- [Exercise prompt]: Report every line of the listing below in which the string "above" appears.

- [Extracted records]:
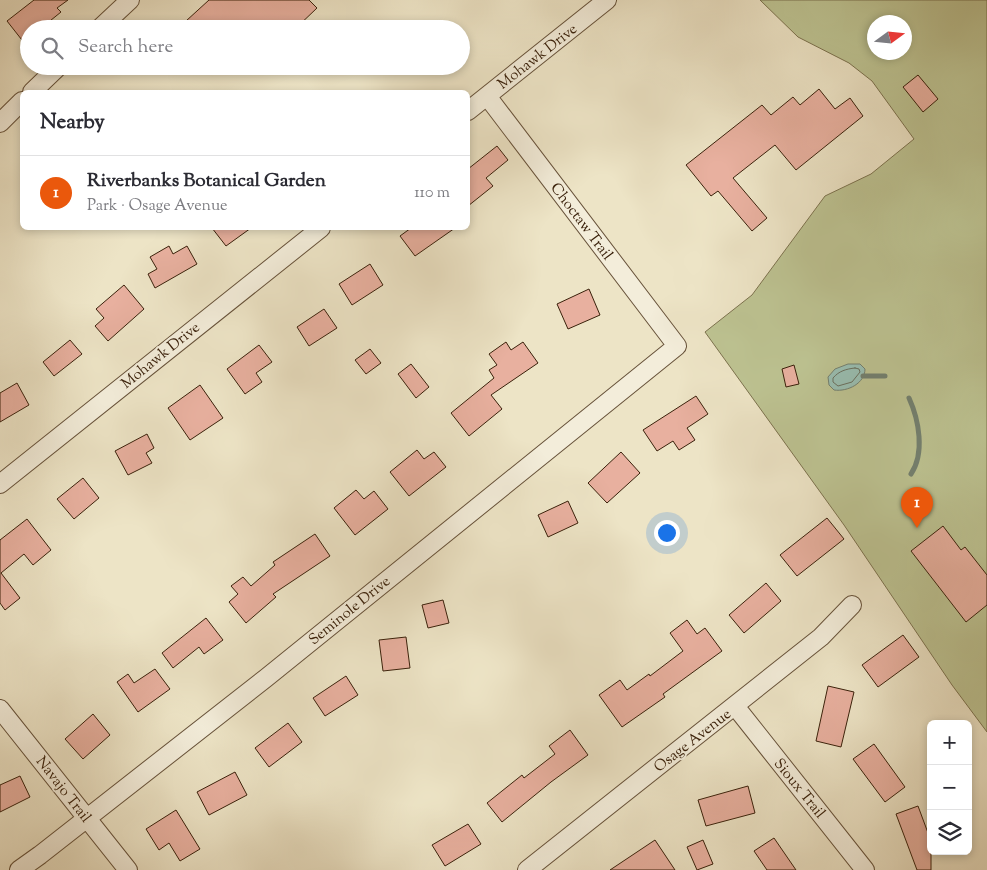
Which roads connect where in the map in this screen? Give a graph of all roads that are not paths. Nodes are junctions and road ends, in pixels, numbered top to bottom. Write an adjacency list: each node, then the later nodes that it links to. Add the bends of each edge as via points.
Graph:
1 (130, 0): 3 (street)
2 (608, 0): 6 (street, Mohawk Drive)
3 (109, 20)
4 (50, 75): 5 (street)
5 (34, 90)
6 (487, 96): 8 (street, Mohawk Drive); 11 (street, Choctaw Trail)
7 (20, 103): 9 (street)
8 (470, 109)
9 (0, 123)
10 (318, 230): 12 (street, Mohawk Drive)
11 (677, 346): 16 (street, Seminole Drive)
12 (0, 484)
13 (852, 605): 14 (street, Osage Avenue, via 821,637)
14 (735, 706): 19 (street, Osage Avenue); 20 (street, Sioux Trail)
15 (0, 708): 16 (street, Navajo Trail)
16 (87, 818): 17 (street, Seminole Drive); 18 (street, Navajo Trail)
17 (19, 870)
18 (128, 870)
19 (527, 870)
20 (865, 870)

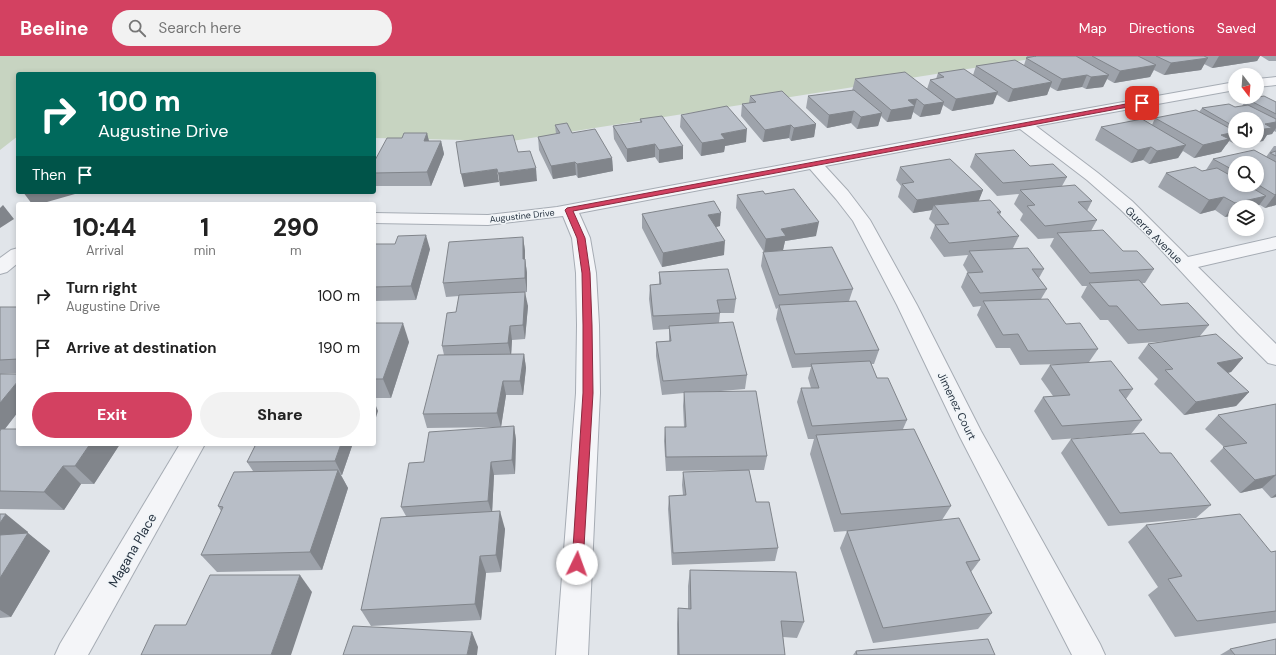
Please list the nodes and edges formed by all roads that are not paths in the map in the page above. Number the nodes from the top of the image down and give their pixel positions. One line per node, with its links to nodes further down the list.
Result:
1 (1276, 81): 2 (street)
2 (1264, 82)
3 (1228, 87): 4 (street, Augustine Drive)
4 (1023, 124): 5 (street, Augustine Drive); 10 (street, Guerra Avenue)
5 (814, 164): 6 (street, Augustine Drive); 16 (street, Jimenez Court)
6 (569, 210): 7 (street, Augustine Drive); 15 (street)
7 (376, 218)
8 (1276, 243): 10 (street)
9 (16, 256): 11 (street)
10 (1183, 264): 12 (street, Guerra Avenue)
11 (0, 268)
12 (1276, 357)
13 (192, 446): 14 (street, Magana Place)
14 (71, 655)
15 (572, 655)
16 (1089, 655)

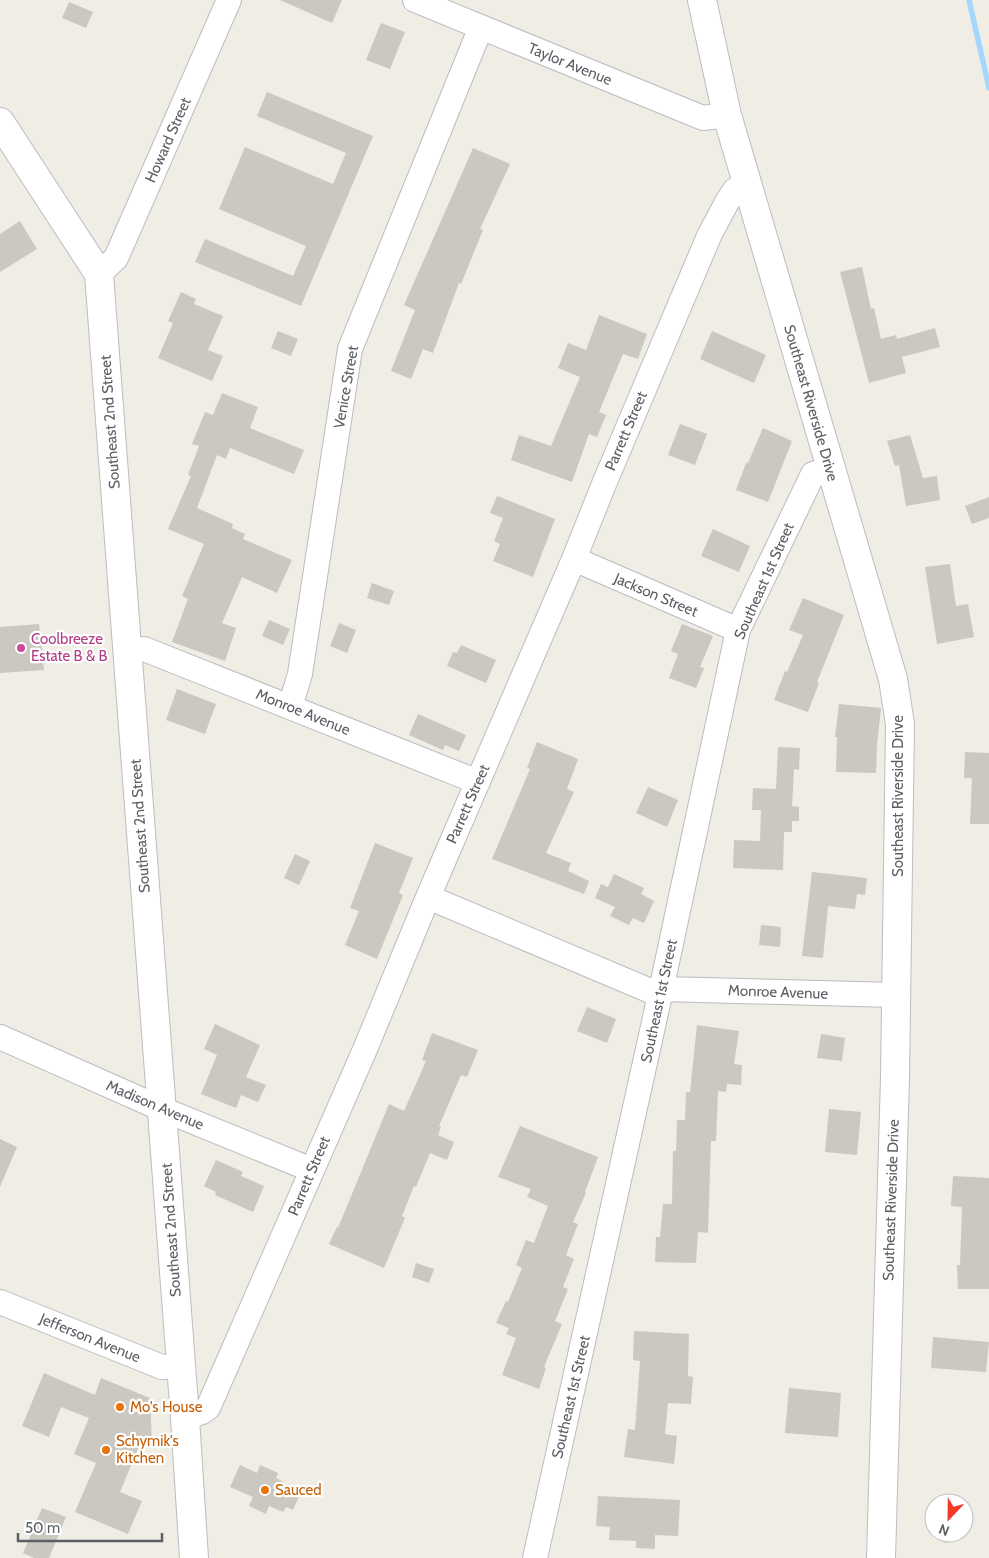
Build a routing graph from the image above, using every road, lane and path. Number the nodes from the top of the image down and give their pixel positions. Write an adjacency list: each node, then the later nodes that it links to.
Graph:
1 (229, 0): 8 (street, Howard Street)
2 (415, 0): 4 (street, Taylor Avenue)
3 (702, 0): 5 (street, Southeast Riverside Drive)
4 (481, 27): 5 (street, Taylor Avenue); 13 (street, Venice Street)
5 (727, 115): 7 (street, Southeast Riverside Drive)
6 (0, 122): 8 (street, Southeast 2nd Street)
7 (747, 186): 9 (street, Southeast Riverside Drive); 10 (street, Parrett Street)
8 (99, 274): 12 (street, Southeast 2nd Street)
9 (830, 469): 11 (street, Southeast 1st Street); 17 (street, Southeast Riverside Drive)
10 (574, 559): 11 (street, Jackson Street); 14 (street, Parrett Street)
11 (738, 630): 16 (street, Southeast 1st Street)
12 (127, 650): 13 (street, Monroe Avenue); 19 (street, Southeast 2nd Street)
13 (290, 707): 14 (street, Monroe Avenue)
14 (478, 782): 15 (street, Parrett Street)
15 (428, 897): 16 (street, Monroe Avenue); 20 (street, Parrett Street)
16 (661, 992): 17 (street, Monroe Avenue); 25 (street, Southeast 1st Street)
17 (895, 996): 26 (street, Southeast Riverside Drive)
18 (0, 1037): 19 (street, Madison Avenue)
19 (162, 1109): 20 (street, Madison Avenue); 22 (street, Southeast 2nd Street)
20 (312, 1170): 23 (street, Parrett Street)
21 (0, 1302): 22 (street, Jefferson Avenue)
22 (181, 1366): 23 (street, Southeast 2nd Street)
23 (185, 1418): 24 (street, Southeast 2nd Street)
24 (194, 1558)
25 (535, 1558)
26 (881, 1558)

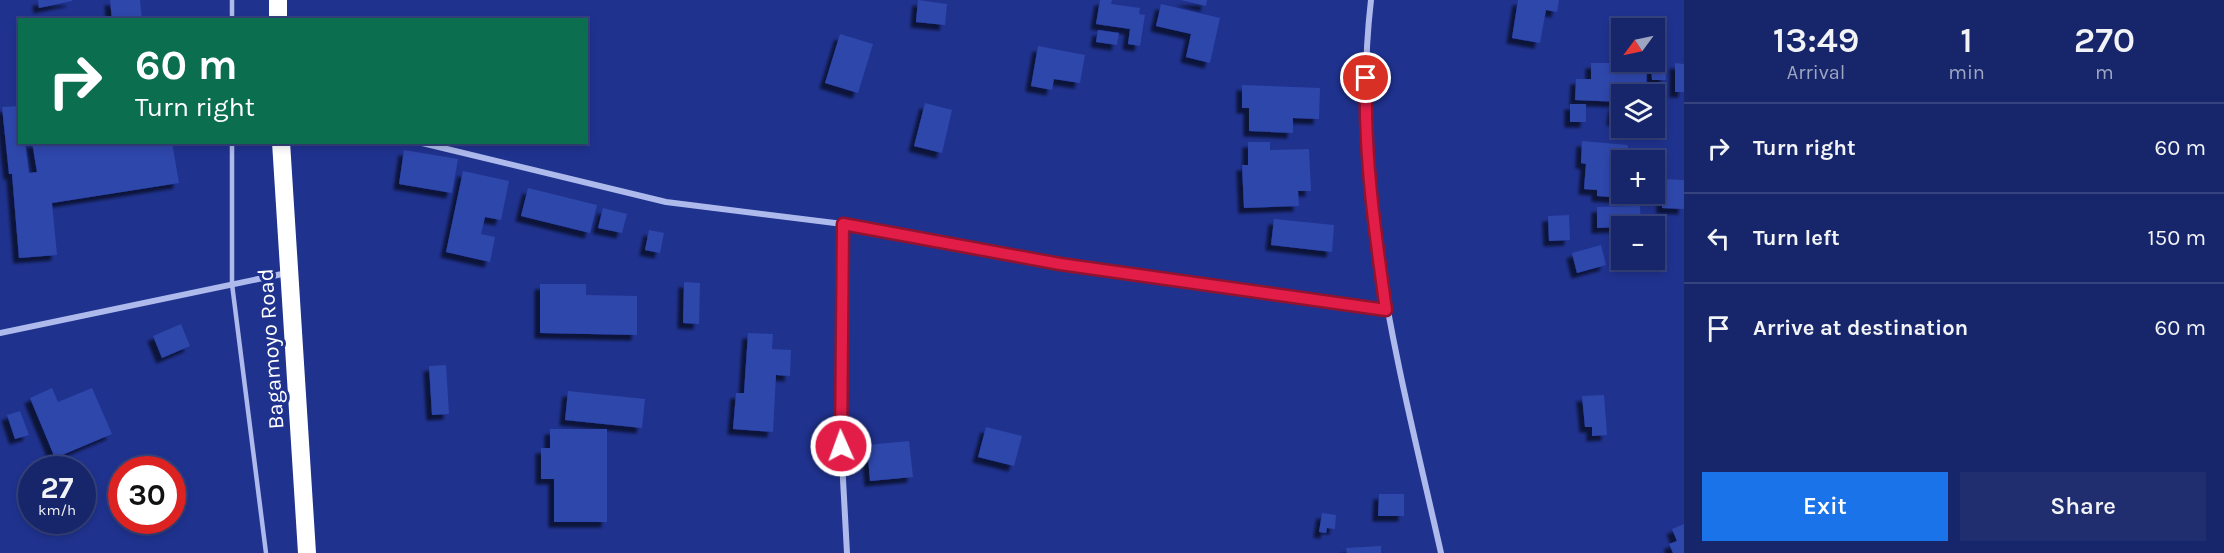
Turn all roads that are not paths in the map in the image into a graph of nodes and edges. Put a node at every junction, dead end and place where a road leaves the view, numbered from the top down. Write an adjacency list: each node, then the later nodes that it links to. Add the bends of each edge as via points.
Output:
1 (232, 0): 4 (lane)
2 (278, 0): 5 (highway)
3 (1371, 0): 12 (street, via 1365,115 1372,218)
4 (232, 18)
5 (278, 18)
6 (232, 144): 11 (lane)
7 (281, 144): 10 (highway, Bagamoyo Road)
8 (426, 144): 9 (street, via 666,202)
9 (843, 224): 12 (street, via 1060,264); 16 (street, via 840,424)
10 (289, 273): 11 (street); 15 (highway, Bagamoyo Road)
11 (232, 284): 13 (street); 14 (lane)
12 (1386, 310): 17 (street)
13 (0, 333)
14 (266, 553)
15 (307, 553)
16 (847, 553)
17 (1441, 553)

- [Your response]:
Please list the nodes and edges formed by all roads that are not paths in the map in the page above. Number the nodes from the top of the image down and give their pixel positions. One line per node, with its links to nodes further down the list.
Build a routing graph from the image above, using every road, lane and path. Number the nodes from the top of the image down and give their pixel positions. Write an adjacency list: each node, then the later nodes that it links to.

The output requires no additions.